MRS DUNNE: Transport and relocate. There is a difference! We have got a $90,000 building, which was slated for demolition by the Queensland government. I question whether they needed to pay $90,000 for a building that the Queensland government was going to pull down anyhow. Then they are going to spend $1.5 million to transport it, relocate it, put it up again and put the services in. I still think that that is a profligate use of money. I think that the minister should be revisiting it with a big red pen, and we should be coming up with something much more cost effective.
We promised to spend $4 million to get Quamby up to absolute minimum standards. There is no recreation area; there are still a lot of ongoing problems. Most of that money is going to be blown on a transport company. Some transport company in this country is going to do very well out of the young people at Quamby. I think that the minister should be revisiting it. I would rather the ACT building industry see some of that $1.5 million. I am sure that, if it were put together properly, with some rigour, we would see a much better outcome.

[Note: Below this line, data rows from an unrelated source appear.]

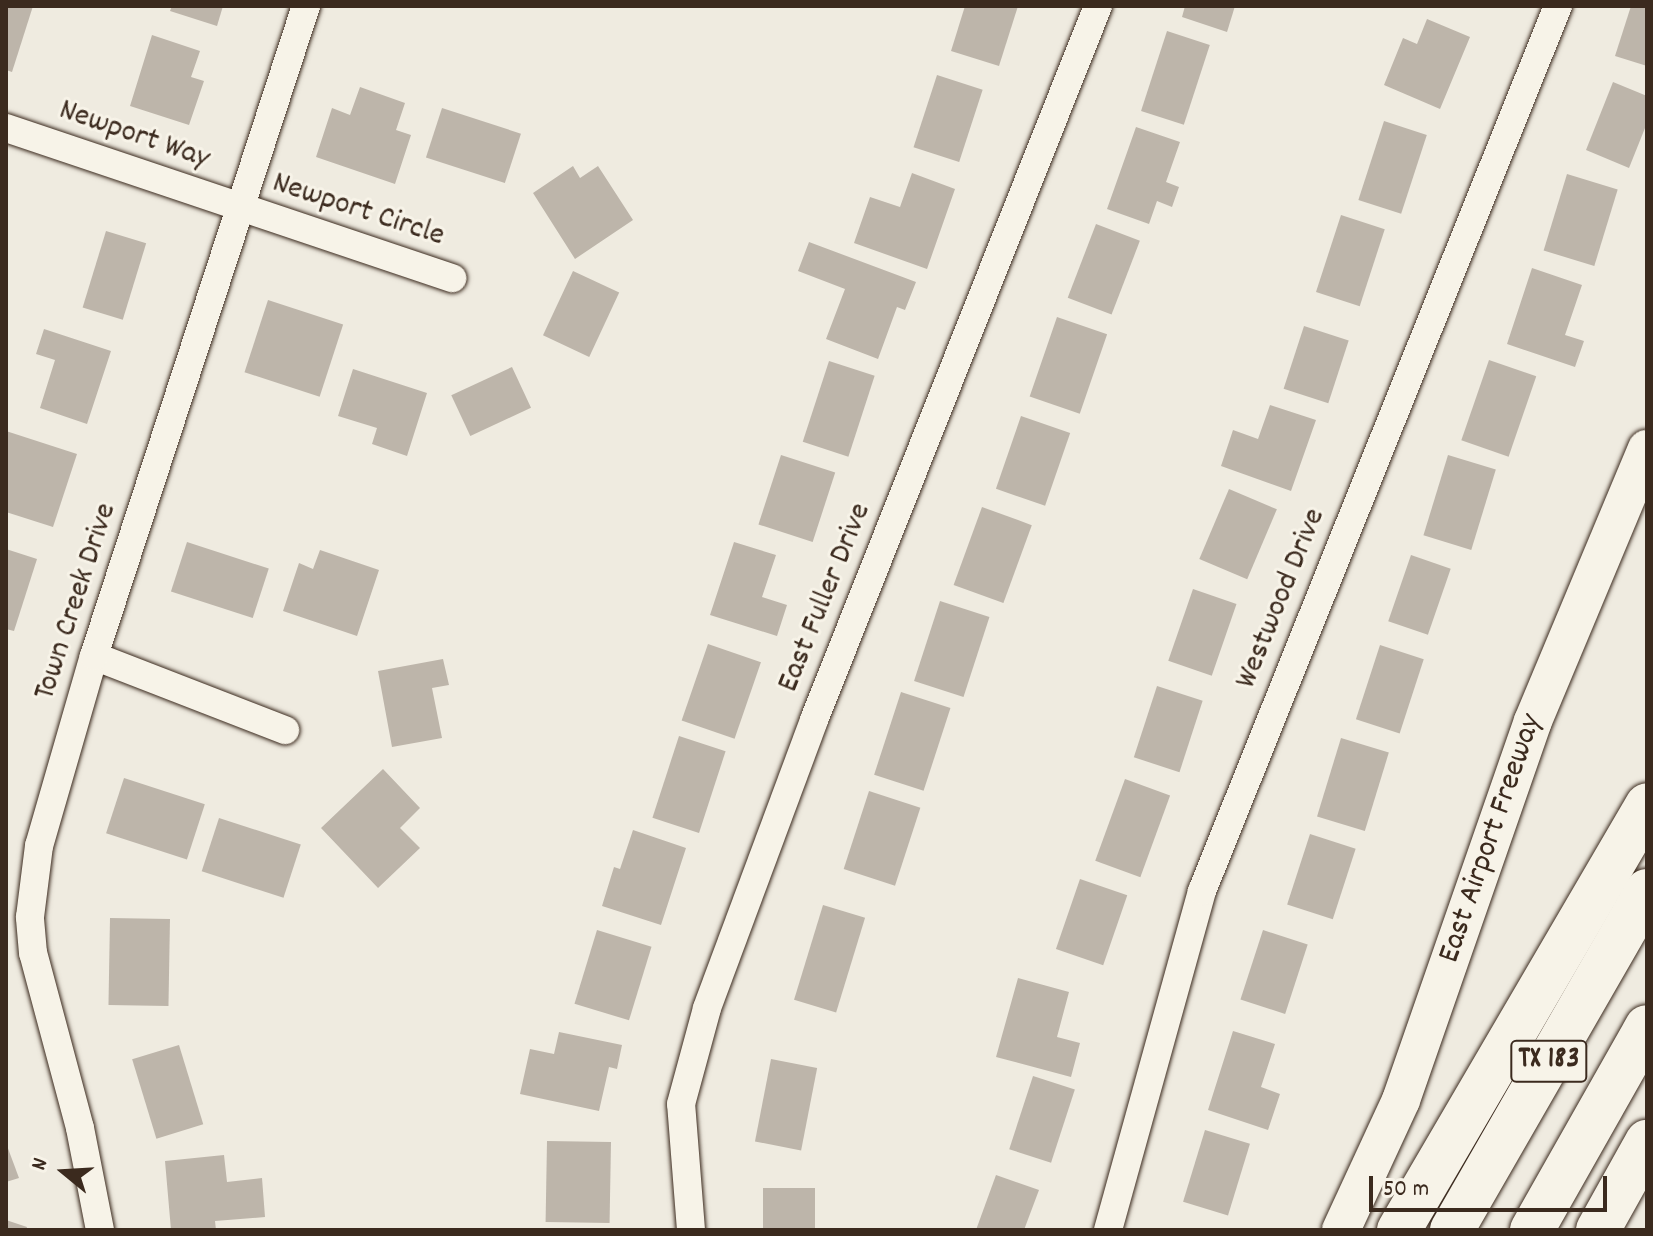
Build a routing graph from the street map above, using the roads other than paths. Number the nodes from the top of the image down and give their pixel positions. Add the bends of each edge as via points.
1 (306, 6) edge
2 (1098, 6) edge
3 (1558, 6) edge
4 (6, 128) edge
5 (241, 208) junction
6 (453, 278) dead end
7 (1647, 449) edge
8 (94, 656) junction
9 (285, 730) dead end
10 (1647, 805) edge
11 (1647, 891) edge
12 (1647, 943) edge
13 (1647, 1027) edge
14 (1647, 1142) edge
15 (100, 1230) edge
16 (691, 1230) edge
17 (1108, 1230) edge
18 (1341, 1230) edge
19 (1399, 1230) edge
20 (1452, 1230) edge
21 (1484, 1230) edge
22 (1532, 1230) edge
23 (1598, 1230) edge

1 - 5 street, Town Creek Drive
2 - 16 street, East Fuller Drive via 814,720 707,1008 681,1104
3 - 17 street, Westwood Drive via 1202,891
4 - 5 street, Newport Way
5 - 6 street, Newport Circle
5 - 8 street, Town Creek Drive
7 - 18 main road, East Airport Freeway via 1533,721 1401,1100
8 - 9 street
8 - 15 street, Town Creek Drive via 39,846 30,917 33,953 80,1128
10 - 19 highway
11 - 20 highway, TX 183
12 - 21 highway
13 - 22 highway
14 - 23 highway

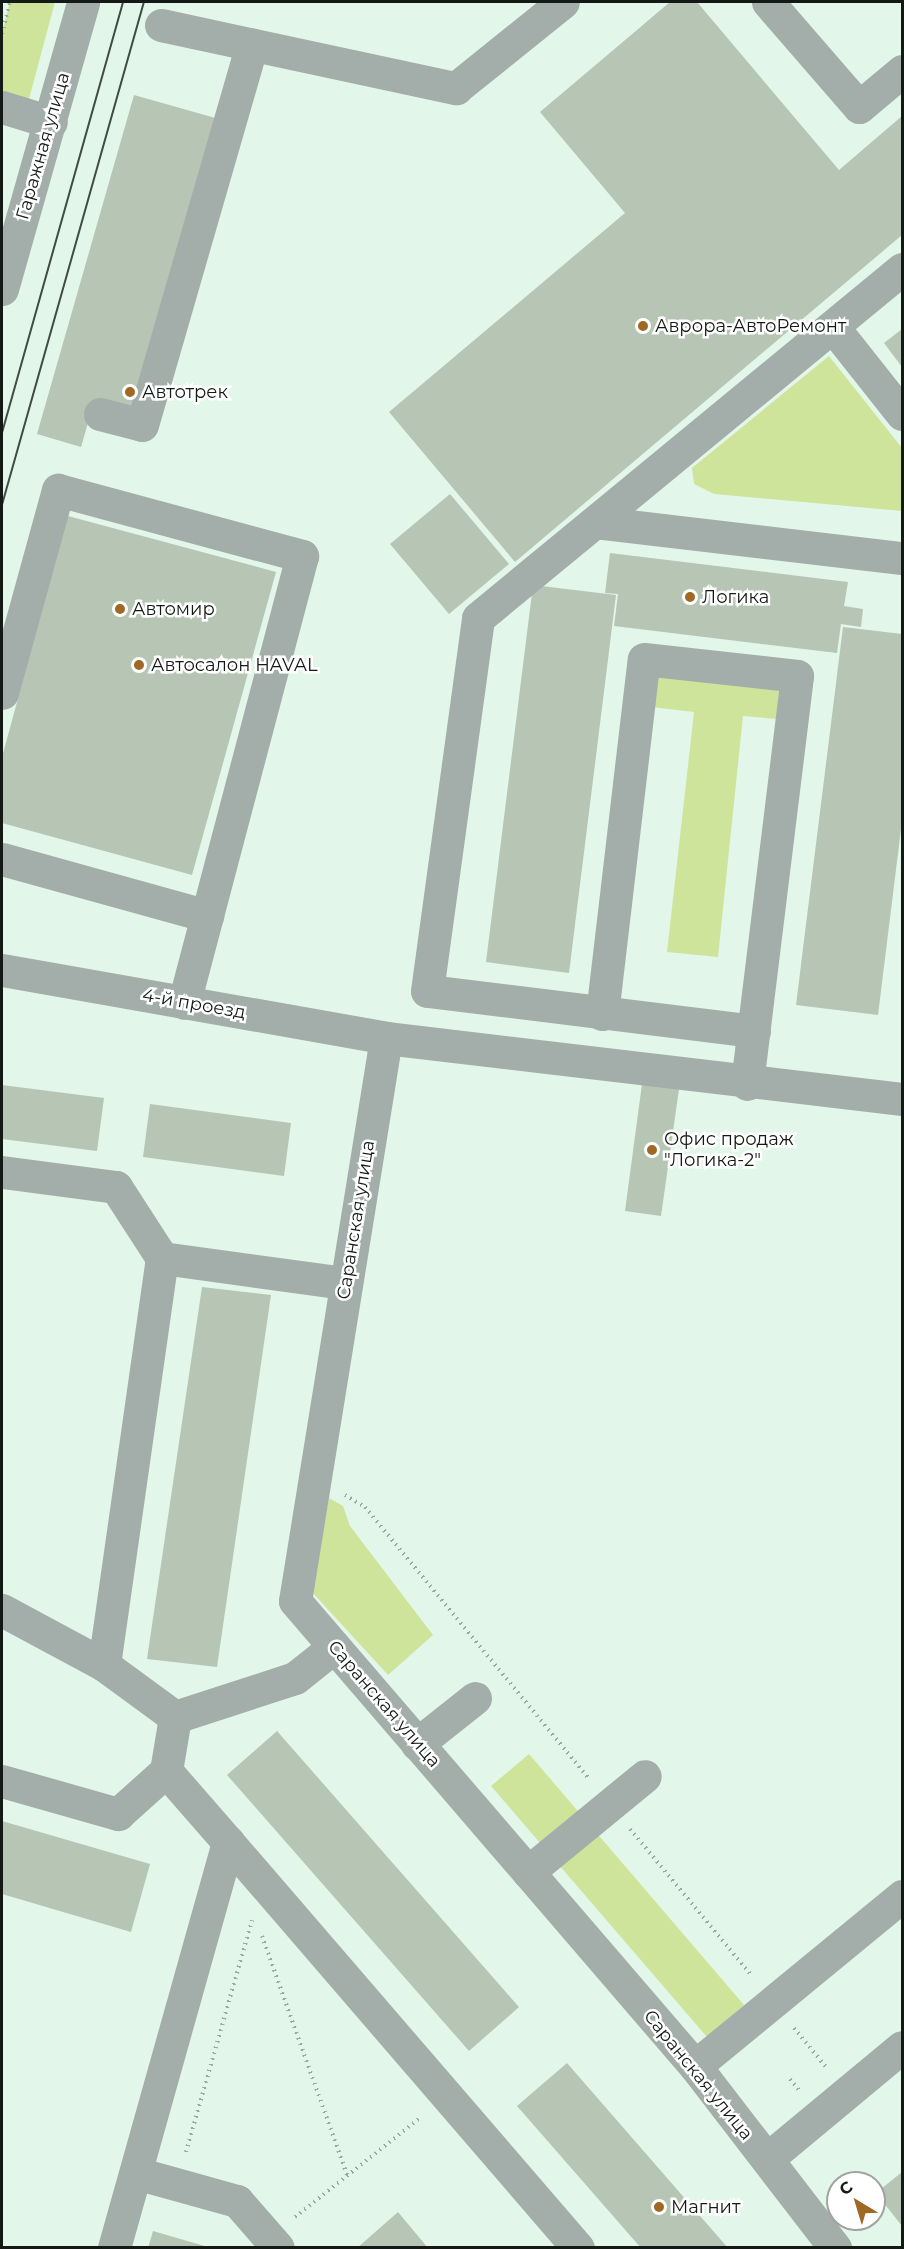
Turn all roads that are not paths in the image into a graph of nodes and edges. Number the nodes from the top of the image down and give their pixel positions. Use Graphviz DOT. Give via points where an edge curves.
graph roads {
  1 [pos="83,2"];
  2 [pos="563,2"];
  3 [pos="768,2"];
  4 [pos="161,25"];
  5 [pos="252,45"];
  6 [pos="903,70"];
  7 [pos="2,107"];
  8 [pos="51,122"];
  9 [pos="903,269"];
  10 [pos="2,290"];
  11 [pos="833,327"];
  12 [pos="100,414"];
  13 [pos="903,414"];
  14 [pos="595,522"];
  15 [pos="903,558"];
  16 [pos="2,693"];
  17 [pos="2,859"];
  18 [pos="207,916"];
  19 [pos="2,970"];
  20 [pos="184,1002"];
  21 [pos="602,1014"];
  22 [pos="754,1031"];
  23 [pos="386,1038"];
  24 [pos="747,1084"];
  25 [pos="902,1090"];
  26 [pos="2,1172"];
  27 [pos="162,1258"];
  28 [pos="345,1283"];
  29 [pos="2,1610"];
  30 [pos="334,1647"];
  31 [pos="104,1665"];
  32 [pos="475,1698"];
  33 [pos="175,1717"];
  34 [pos="417,1743"];
  35 [pos="166,1771"];
  36 [pos="645,1776"];
  37 [pos="2,1781"];
  38 [pos="228,1842"];
  39 [pos="528,1872"];
  40 [pos="903,1896"];
  41 [pos="902,2048"];
  42 [pos="694,2066"];
  43 [pos="767,2159"];
  44 [pos="136,2172"];
  45 [pos="273,2242"];
  46 [pos="114,2247"];
  47 [pos="578,2247"];
  48 [pos="835,2247"];
  1 -- 8 [label="street, Гаражная улица"];
  2 -- 5 [label="street" via="456,88"];
  3 -- 6 [label="street" via="859,107"];
  4 -- 5 [label="street"];
  5 -- 12 [label="street" via="142,425"];
  7 -- 8 [label="street"];
  8 -- 10 [label="street, Гаражная улица"];
  9 -- 11 [label="street"];
  11 -- 13 [label="street"];
  11 -- 14 [label="street"];
  14 -- 15 [label="street"];
  14 -- 21 [label="street" via="478,618 427,991"];
  16 -- 18 [label="street" via="57,490 302,556"];
  17 -- 18 [label="street"];
  18 -- 20 [label="street"];
  19 -- 20 [label="street, 4-й проезд"];
  20 -- 23 [label="street, 4-й проезд" via="245,1000"];
  21 -- 22 [label="street"];
  21 -- 22 [label="street" via="644,659 796,676"];
  22 -- 24 [label="street"];
  23 -- 24 [label="street, 4-й проезд" via="494,1061"];
  23 -- 28 [label="street, Саранская улица"];
  24 -- 25 [label="street, 4-й проезд"];
  26 -- 27 [label="street" via="116,1187"];
  27 -- 28 [label="street"];
  27 -- 31 [label="street"];
  28 -- 30 [label="street, Саранская улица" via="296,1601"];
  29 -- 31 [label="street"];
  30 -- 33 [label="street" via="295,1678"];
  30 -- 34 [label="street, Саранская улица"];
  31 -- 33 [label="street"];
  32 -- 34 [label="street"];
  33 -- 35 [label="street"];
  34 -- 39 [label="street, Саранская улица"];
  35 -- 37 [label="street" via="118,1814"];
  35 -- 38 [label="street"];
  36 -- 39 [label="street"];
  38 -- 44 [label="street"];
  38 -- 47 [label="street"];
  39 -- 42 [label="street, Саранская улица"];
  40 -- 42 [label="street"];
  41 -- 43 [label="street"];
  42 -- 43 [label="street, Саранская улица"];
  43 -- 48 [label="street, Саранская улица"];
  44 -- 45 [label="street" via="237,2201"];
  44 -- 46 [label="street"];
}
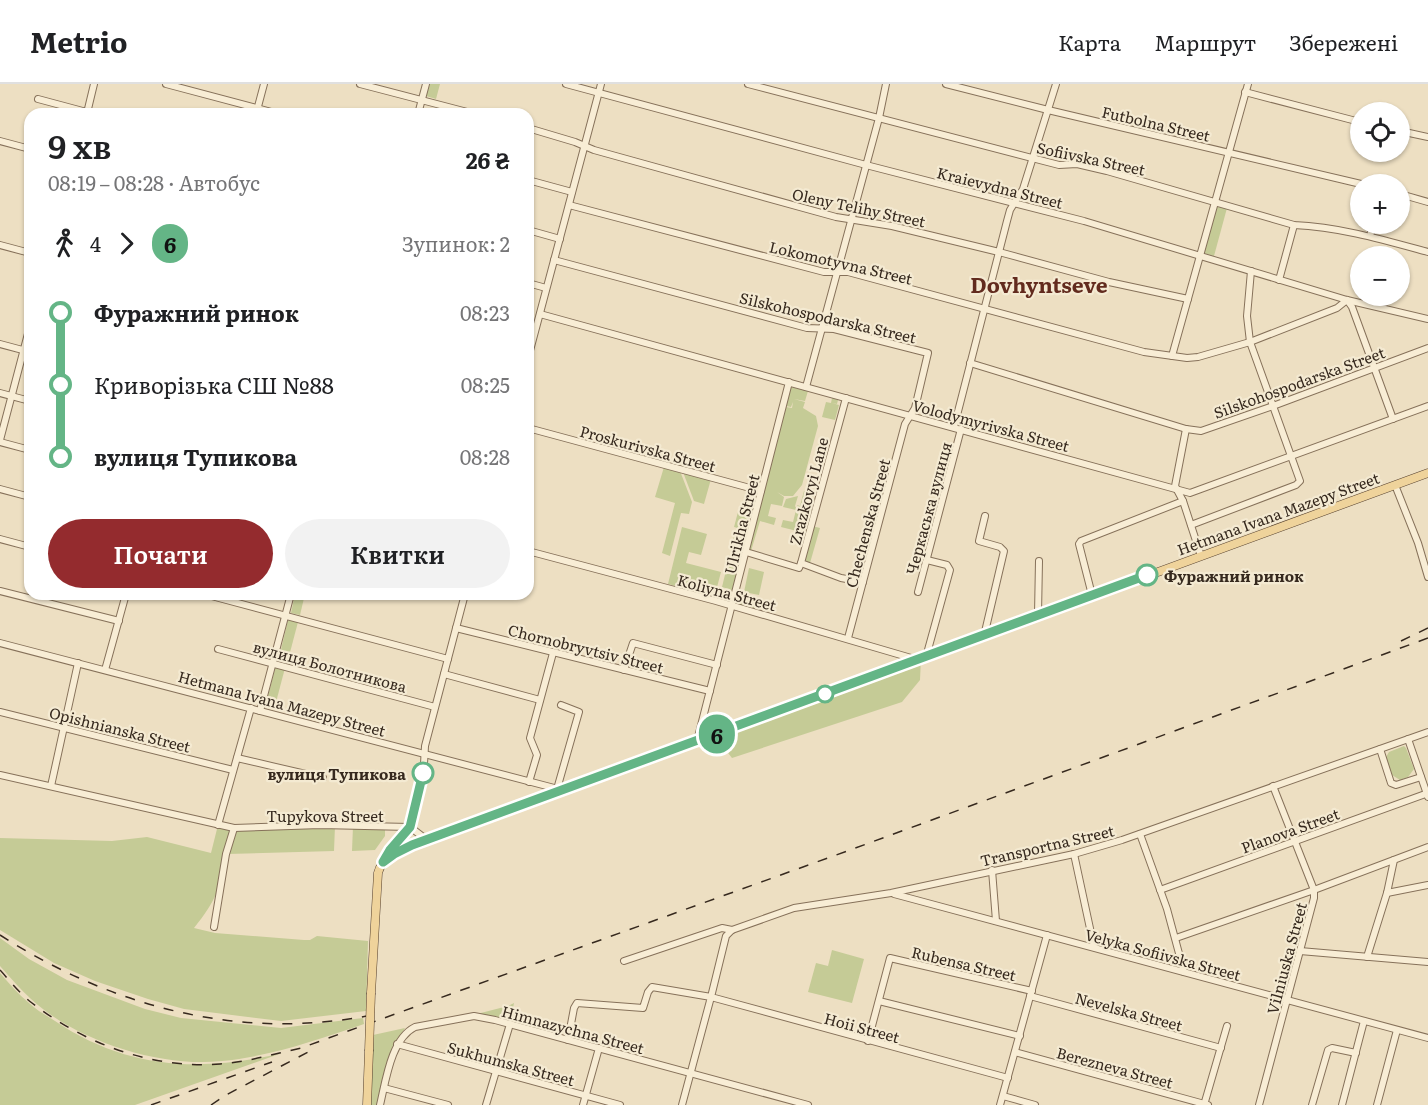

DR FOSKEY (Molonglo) (6.24): I welcome the majority of the initiatives funded through the Office for Children, Youth and Family Support, including the additional funding for individual support packages, the Aboriginal and Torres Strait Islander Unit, the Aboriginal and Torres Strait Islander youth supported accommodation and the additional care and protection staff. I also support the initiative to establish a child and family centre in Tuggeranong.
However, I have raised concerns, which I reiterate now, about the amount of money being spent on office accommodation and business support costs for the office and the spurious claim that these are necessary measures in response to the Vardon report. I know that the Vardon report recommended the office consolidate its accommodation, but I do not think that this necessarily justifies spending roughly $4.8 million, on top of whatever the office was previously spending, on accommodation. I believe that much of the cost is associated with locating the office in Civic. Although I am promised that a cost-benefit study would be undertaken, it was not presented to the estimates committee; so I cannot be sure what alternatives were considered. Then there is the $10 million for business support costs that is not fully explained in the budget.
I think there is a trend in this budget for the government to justify any spending in the areas of family services, disability services or emergency services by claiming it as a response to one inquiry or another, without demonstrating how the spending links back to recommendations and what alternatives were considered.
I also feel that the government has failed to match the funding being spent on child protection with adequate funding for preventative family support. In the estimates committee process I asked for a breakdown of the funding allocated to family support and was disappointed to be told that it cannot be estimated. In budget paper 4, funding for family support is combined with the cost of licensing childcare services and other work of the office, which precludes clarity.